Social democratic parties (where they still exist) will have to shake themselves awake and start mobilizing citizens around social justice and redistribution—otherwise populism could have a bright future, Urbinati concludes.

National Endowment for Democracy (NED) board member Applebaum’s new book, Twilight of Democracy, describes how her former friends and colleagues became agents of populism, Francis Beckett writes for The European.

In the 1990s, when liberal democracy seemed to have triumphed over its Cold War rivals, Americans and West Europeans sought to understand the pathologies of the ethno-nationalists, neo-Nazis, demagogues and authoritarian populists of Eastern Europe to better assist their assimilation into the new world. History had ended, and the U.S. model was the future, adds Colin Woodard, the author of six books, including “Union: The Struggle to Forge the Story of United States Nationhood.”
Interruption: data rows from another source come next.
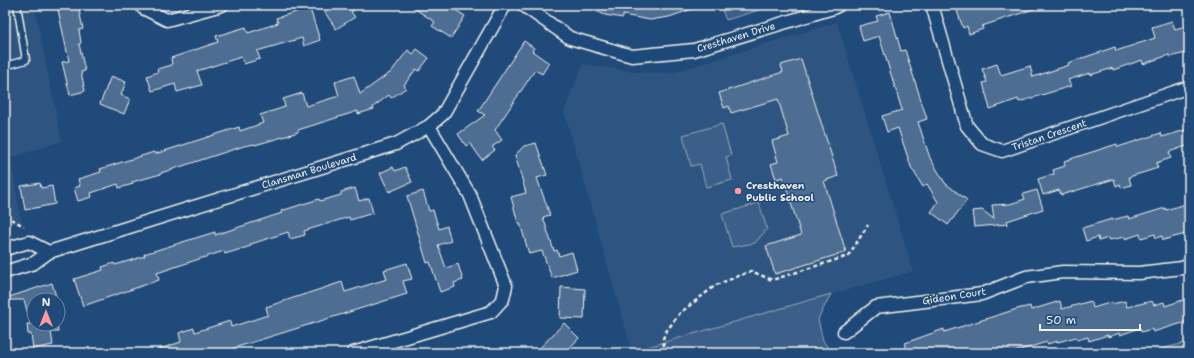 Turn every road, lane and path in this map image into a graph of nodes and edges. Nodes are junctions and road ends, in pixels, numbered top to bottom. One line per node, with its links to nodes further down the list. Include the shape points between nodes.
1 (17, 5): 8 (lane, via 26,60)
2 (143, 5): 3 (street, via 143,8 167,20)
3 (222, 5)
4 (505, 5): 10 (street, Clansman Boulevard, via 443,114)
5 (524, 5): 6 (street, Cresthaven Drive, via 570,38 632,56 694,50)
6 (840, 5)
7 (932, 5): 9 (street, Tristan Crescent, via 967,126 982,144 1002,151)
8 (5, 66)
9 (1189, 87)
10 (429, 126): 15 (street, Clansman Boulevard, via 396,144); 19 (street, via 470,195 506,286 503,299 491,312)
11 (5, 216): 13 (path)
12 (868, 225): 20 (path, via 848,256 772,280 750,271 716,285 680,313 665,333)
13 (24, 226)
14 (5, 249): 15 (street, via 29,242)
15 (49, 252): 17 (street, Clansman Boulevard, via 34,263)
16 (1189, 266): 18 (street, Gideon Court, via 1139,273 1063,272 1026,277 982,294 876,307)
17 (5, 272)
18 (844, 332)
19 (353, 353)
20 (665, 353) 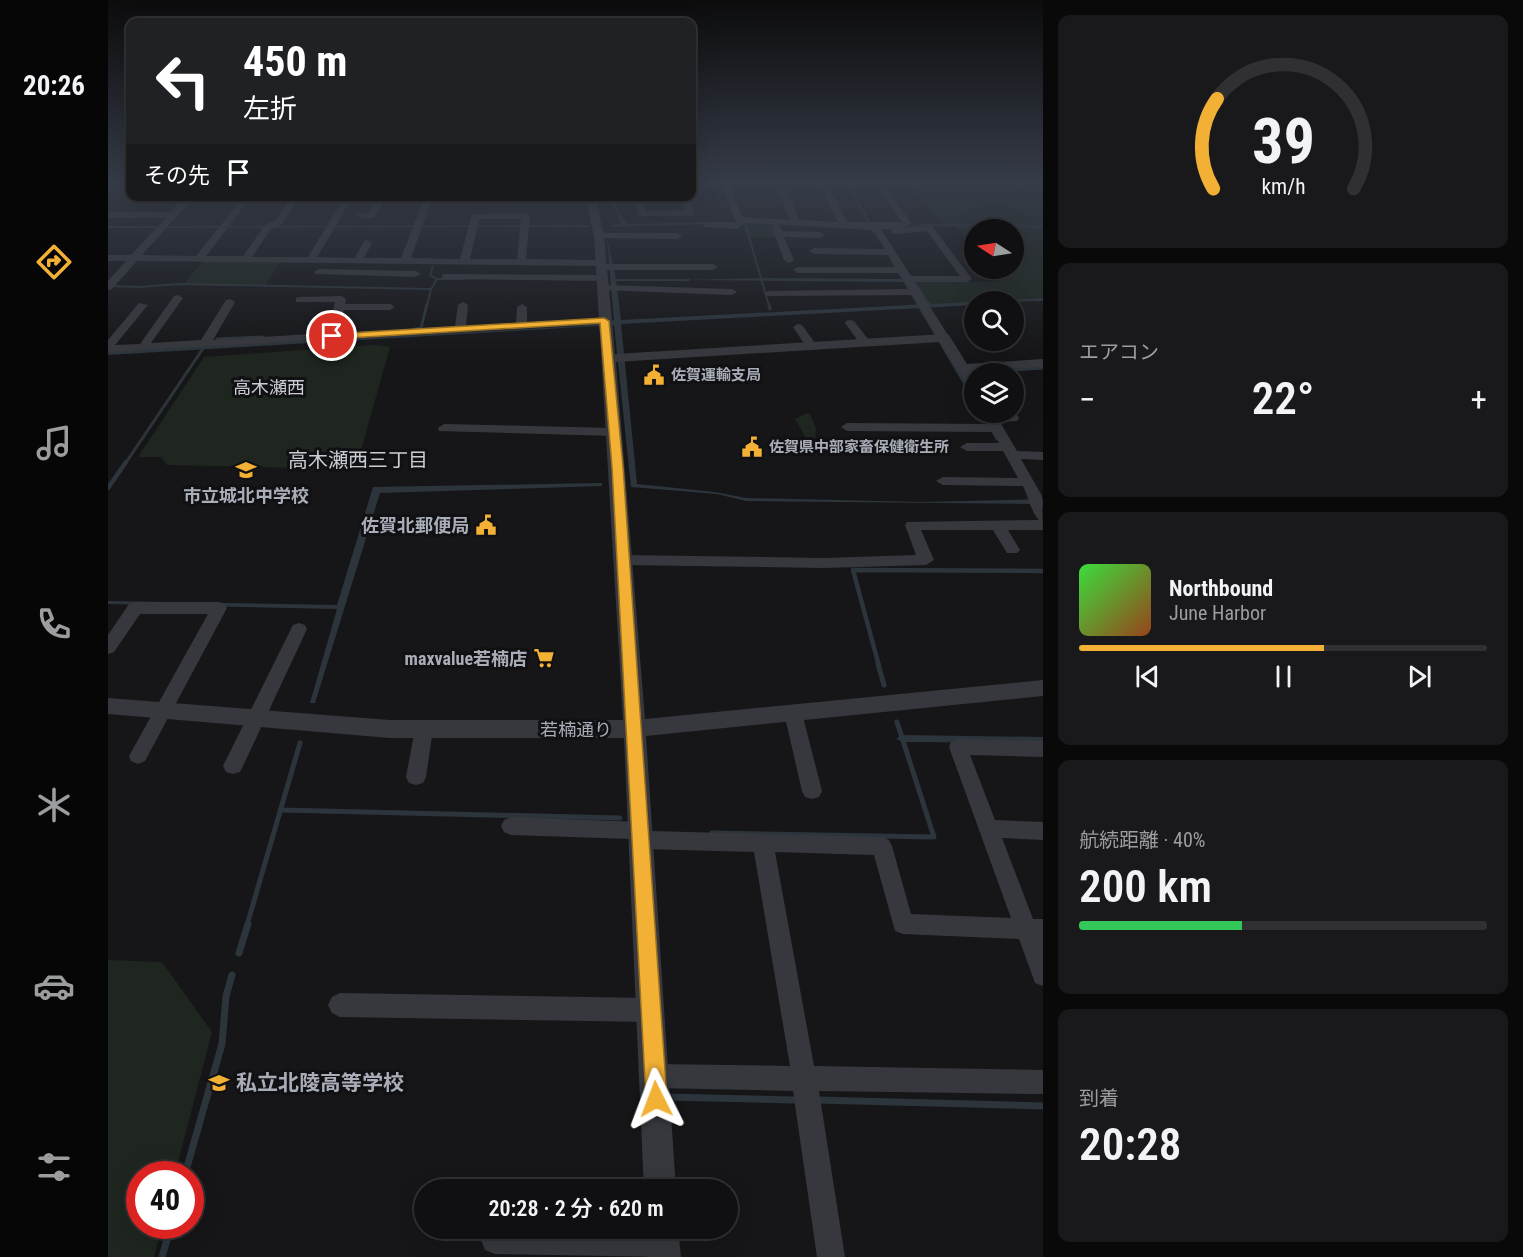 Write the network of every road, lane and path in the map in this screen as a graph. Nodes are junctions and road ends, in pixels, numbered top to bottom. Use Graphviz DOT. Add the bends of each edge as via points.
graph roads {
  1 [pos="151,241"];
  2 [pos="213,241"];
  3 [pos="259,241"];
  4 [pos="322,241"];
  5 [pos="413,241"];
  6 [pos="469,241"];
  7 [pos="523,241"];
  8 [pos="603,241"];
  9 [pos="634,241"];
  10 [pos="782,241"];
  11 [pos="809,241"];
  12 [pos="881,241"];
  13 [pos="938,241"];
  14 [pos="368,243"];
  15 [pos="604,244"];
  16 [pos="633,246"];
  17 [pos="814,251"];
  18 [pos="887,252"];
  19 [pos="108,258"];
  20 [pos="135,258"];
  21 [pos="199,259"];
  22 [pos="246,259"];
  23 [pos="311,260"];
  24 [pos="326,260"];
  25 [pos="789,260"];
  26 [pos="358,261"];
  27 [pos="405,261"];
  28 [pos="464,262"];
  29 [pos="520,262"];
  30 [pos="713,267"];
  31 [pos="798,270"];
  32 [pos="822,270"];
  33 [pos="319,272"];
  34 [pos="416,274"];
  35 [pos="607,276"];
  36 [pos="446,277"];
  37 [pos="906,281"];
  38 [pos="312,283"];
  39 [pos="109,286"];
  40 [pos="732,292"];
  41 [pos="770,294"];
  42 [pos="178,298"];
  43 [pos="300,300"];
  44 [pos="230,302"];
  45 [pos="143,305"];
  46 [pos="464,305"];
  47 [pos="339,307"];
  48 [pos="390,307"];
  49 [pos="522,307"];
  50 [pos="850,323"];
  51 [pos="605,324"];
  52 [pos="521,325"];
  53 [pos="798,327"];
  54 [pos="460,328"];
  55 [pos="332,334"];
  56 [pos="940,338"];
  57 [pos="206,343"];
  58 [pos="865,343"];
  59 [pos="811,346"];
  60 [pos="143,347"];
  61 [pos="108,348"];
  62 [pos="617,358"];
  63 [pos="1043,363"];
  64 [pos="963,368"];
  65 [pos="964,423"];
  66 [pos="992,423"];
  67 [pos="847,427"];
  68 [pos="444,428"];
  69 [pos="614,432"];
  70 [pos="967,447"];
  71 [pos="1006,450"];
  72 [pos="1043,456"];
  73 [pos="943,481"];
  74 [pos="1022,482"];
  75 [pos="1038,506"];
  76 [pos="998,525"];
  77 [pos="1043,525"];
  78 [pos="1012,550"];
  79 [pos="623,560"];
  80 [pos="299,628"];
  81 [pos="108,648"];
  82 [pos="1043,688"];
  83 [pos="108,706"];
  84 [pos="163,711"];
  85 [pos="793,713"];
  86 [pos="256,718"];
  87 [pos="424,729"];
  88 [pos="633,729"];
  89 [pos="1043,748"];
  90 [pos="138,756"];
  91 [pos="233,766"];
  92 [pos="416,777"];
  93 [pos="812,791"];
  94 [pos="511,826"];
  95 [pos="989,829"];
  96 [pos="1043,831"];
  97 [pos="641,836"];
  98 [pos="763,843"];
  99 [pos="1035,930"];
  100 [pos="1043,975"];
  101 [pos="340,1005"];
  102 [pos="651,1010"];
  103 [pos="655,1076"];
  104 [pos="804,1077"];
  105 [pos="1043,1082"];
  106 [pos="660,1179"];
  107 [pos="495,1240"];
  108 [pos="663,1243"];
  109 [pos="831,1257"];
  1 -- 20 [label="street"];
  2 -- 21 [label="street"];
  3 -- 22 [label="street"];
  4 -- 23 [label="street"];
  5 -- 27 [label="street"];
  6 -- 28 [label="street"];
  7 -- 29 [label="street"];
  8 -- 15 [label="street"];
  9 -- 15 [label="street"];
  10 -- 25 [label="street"];
  11 -- 17 [label="street"];
  12 -- 18 [label="street"];
  13 -- 37 [label="street" via="967,279"];
  14 -- 26 [label="street"];
  15 -- 16 [label="street"];
  15 -- 35 [label="street"];
  17 -- 18 [label="street"];
  17 -- 32 [label="street"];
  18 -- 37 [label="street"];
  19 -- 20 [label="street"];
  20 -- 21 [label="street"];
  20 -- 39 [label="street"];
  21 -- 22 [label="street"];
  22 -- 23 [label="street"];
  23 -- 24 [label="street"];
  24 -- 26 [label="street"];
  24 -- 33 [label="street"];
  26 -- 27 [label="street"];
  27 -- 28 [label="street"];
  28 -- 29 [label="street"];
  29 -- 35 [label="street"];
  30 -- 35 [label="street"];
  31 -- 32 [label="street"];
  32 -- 37 [label="street"];
  33 -- 34 [label="street"];
  33 -- 38 [label="street"];
  35 -- 36 [label="street"];
  35 -- 40 [label="street"];
  35 -- 51 [label="street"];
  37 -- 41 [label="street"];
  37 -- 56 [label="street"];
  42 -- 60 [label="street"];
  43 -- 47 [label="street" via="341,299"];
  44 -- 57 [label="street"];
  45 -- 61 [label="street"];
  46 -- 54 [label="street"];
  47 -- 48 [label="street"];
  47 -- 55 [label="street"];
  49 -- 52 [label="street"];
  50 -- 58 [label="street"];
  51 -- 52 [label="street"];
  51 -- 62 [label="street"];
  52 -- 54 [label="street"];
  53 -- 59 [label="street"];
  54 -- 55 [label="street"];
  55 -- 57 [label="street"];
  56 -- 58 [label="street"];
  56 -- 64 [label="street"];
  57 -- 60 [label="street"];
  58 -- 59 [label="street"];
  59 -- 62 [label="street"];
  60 -- 61 [label="street"];
  62 -- 69 [label="street"];
  63 -- 64 [label="street"];
  65 -- 67 [label="street"];
  66 -- 71 [label="street"];
  68 -- 69 [label="street"];
  69 -- 79 [label="street"];
  70 -- 71 [label="street"];
  71 -- 72 [label="street"];
  71 -- 74 [label="street"];
  73 -- 74 [label="street"];
  74 -- 75 [label="street"];
  76 -- 77 [label="street"];
  76 -- 78 [label="street"];
  76 -- 79 [label="street" via="912,525 926,560 824,564"];
  79 -- 88 [label="street"];
  80 -- 86 [label="street"];
  81 -- 84 [label="street" via="135,608 219,608"];
  82 -- 85 [label="street, 若楠通り"];
  83 -- 84 [label="street, 若楠通り"];
  84 -- 86 [label="street, 若楠通り"];
  84 -- 90 [label="street"];
  85 -- 88 [label="street, 若楠通り"];
  85 -- 93 [label="street"];
  86 -- 87 [label="street, 若楠通り"];
  86 -- 91 [label="street"];
  87 -- 88 [label="street, 若楠通り"];
  87 -- 92 [label="street"];
  88 -- 97 [label="street"];
  89 -- 95 [label="street" via="958,747"];
  94 -- 97 [label="street"];
  95 -- 96 [label="street"];
  95 -- 99 [label="street"];
  97 -- 98 [label="street"];
  97 -- 102 [label="street"];
  98 -- 99 [label="street" via="882,846 903,924"];
  98 -- 104 [label="street"];
  99 -- 100 [label="street"];
  101 -- 102 [label="street"];
  102 -- 103 [label="street"];
  103 -- 104 [label="street"];
  103 -- 106 [label="street"];
  104 -- 105 [label="street"];
  104 -- 109 [label="street"];
  107 -- 108 [label="street"];
} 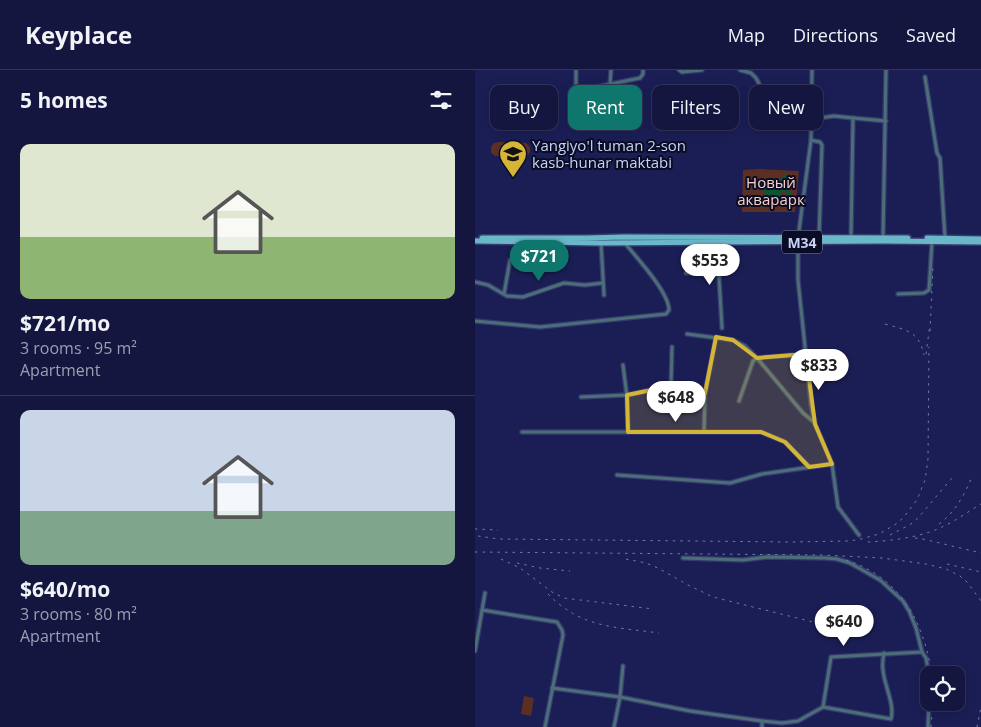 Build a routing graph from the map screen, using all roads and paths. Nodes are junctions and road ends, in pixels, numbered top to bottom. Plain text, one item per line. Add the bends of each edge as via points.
1 (576, 70) edge
2 (611, 70) edge
3 (643, 70) edge
4 (679, 70) edge
5 (702, 70) edge
6 (740, 70) edge
7 (812, 70) edge
8 (886, 70) edge
9 (925, 77) dead end
10 (610, 84) junction
11 (576, 85) edge
12 (605, 85) edge
13 (760, 85) edge
14 (812, 85) edge
15 (823, 118) edge
16 (853, 118) junction
17 (886, 121) junction
18 (811, 130) edge
19 (811, 140) junction
20 (819, 238) junction
21 (851, 238) junction
22 (883, 238) junction
23 (945, 238) junction
24 (475, 240) edge
25 (601, 240) junction
26 (798, 240) junction
27 (981, 240) edge
28 (623, 242) junction
29 (717, 242) junction
30 (932, 242) junction
31 (510, 260) dead end
32 (686, 273) dead end
33 (719, 274) junction
34 (475, 282) edge
35 (603, 283) junction
36 (504, 294) junction
37 (898, 294) dead end
38 (604, 295) dead end
39 (475, 321) edge
40 (722, 328) dead end
41 (687, 334) dead end
42 (716, 337) junction
43 (671, 346) dead end
44 (806, 354) junction
45 (757, 358) junction
46 (623, 365) dead end
47 (671, 386) junction
48 (705, 393) junction
49 (627, 395) junction
50 (581, 397) dead end
51 (739, 401) dead end
52 (815, 424) junction
53 (522, 432) dead end
54 (628, 432) junction
55 (704, 432) junction
56 (832, 464) junction
57 (809, 467) junction
58 (617, 475) dead end
59 (859, 535) dead end
60 (683, 558) dead end
61 (485, 593) dead end
62 (482, 610) junction
63 (475, 651) edge
64 (922, 652) junction
65 (884, 653) junction
66 (623, 666) dead end
67 (927, 666) edge
68 (553, 688) junction
69 (620, 697) junction
70 (823, 707) junction
71 (929, 711) edge
72 (762, 722) junction
73 (545, 727) edge
74 (614, 727) edge
75 (762, 727) edge
76 (928, 727) edge

1 - 11 street
2 - 10 street
3 - 10 street via 640,78
4 - 5 street
6 - 13 street via 751,73
7 - 14 street
8 - 17 street
9 - 23 street via 940,158
10 - 12 street
15 - 16 street
16 - 17 street
16 - 21 street
17 - 22 street
18 - 19 street
19 - 20 street via 822,145
19 - 26 street
20 - 21 main road, M34
20 - 26 main road, M34
21 - 22 main road, M34
22 - 23 main road, M34
23 - 27 main road, M34
24 - 25 main road, M34
24 - 25 main road, M34
25 - 26 main road, M34 via 623,237
25 - 28 main road, M34
25 - 35 street
26 - 29 main road, M34
26 - 30 main road, M34
26 - 44 street via 798,280
27 - 30 main road, M34
28 - 29 main road, M34
28 - 39 street via 663,291 669,304 666,314 540,327
29 - 33 street
30 - 37 street via 929,290
31 - 36 street
32 - 33 street
33 - 40 street
34 - 36 street
35 - 36 street via 564,283 523,297
35 - 38 street
41 - 42 street
42 - 45 street via 745,346
42 - 48 street
43 - 47 street
44 - 45 street
44 - 52 street
45 - 51 street via 753,361
45 - 52 street
46 - 49 street
47 - 48 street
47 - 49 street
48 - 55 street
49 - 50 street
49 - 54 street
52 - 56 street
53 - 54 street
54 - 55 street
55 - 57 street via 761,432 785,442
56 - 57 street
56 - 59 street via 838,507
57 - 58 street via 729,483
60 - 64 street via 825,558 850,563 880,580 903,601 916,628
61 - 62 street
62 - 63 street
62 - 68 street via 557,622 561,626 563,635
64 - 65 street
64 - 67 street
65 - 70 street via 831,657
65 - 70 street via 883,670 893,712 891,719
66 - 69 street
68 - 69 street
68 - 73 street
69 - 72 street
69 - 74 street
70 - 72 street via 799,721
71 - 76 street
72 - 75 street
Scholars have analyzed threats to democracy from various angles, he writes for The Post:

Princeton political scientist Jan-Werner Müller has argued that populism, often presented as an appeal to the broad interests of the people, in fact rejects pluralism and veers toward authoritarianism that excludes people deemed unacceptable. In his latest book, “The New Despotism”  (above), John Keane, a professor at the University of Sydney, takes aim at the political tools that modern authoritarians have mastered to assert power.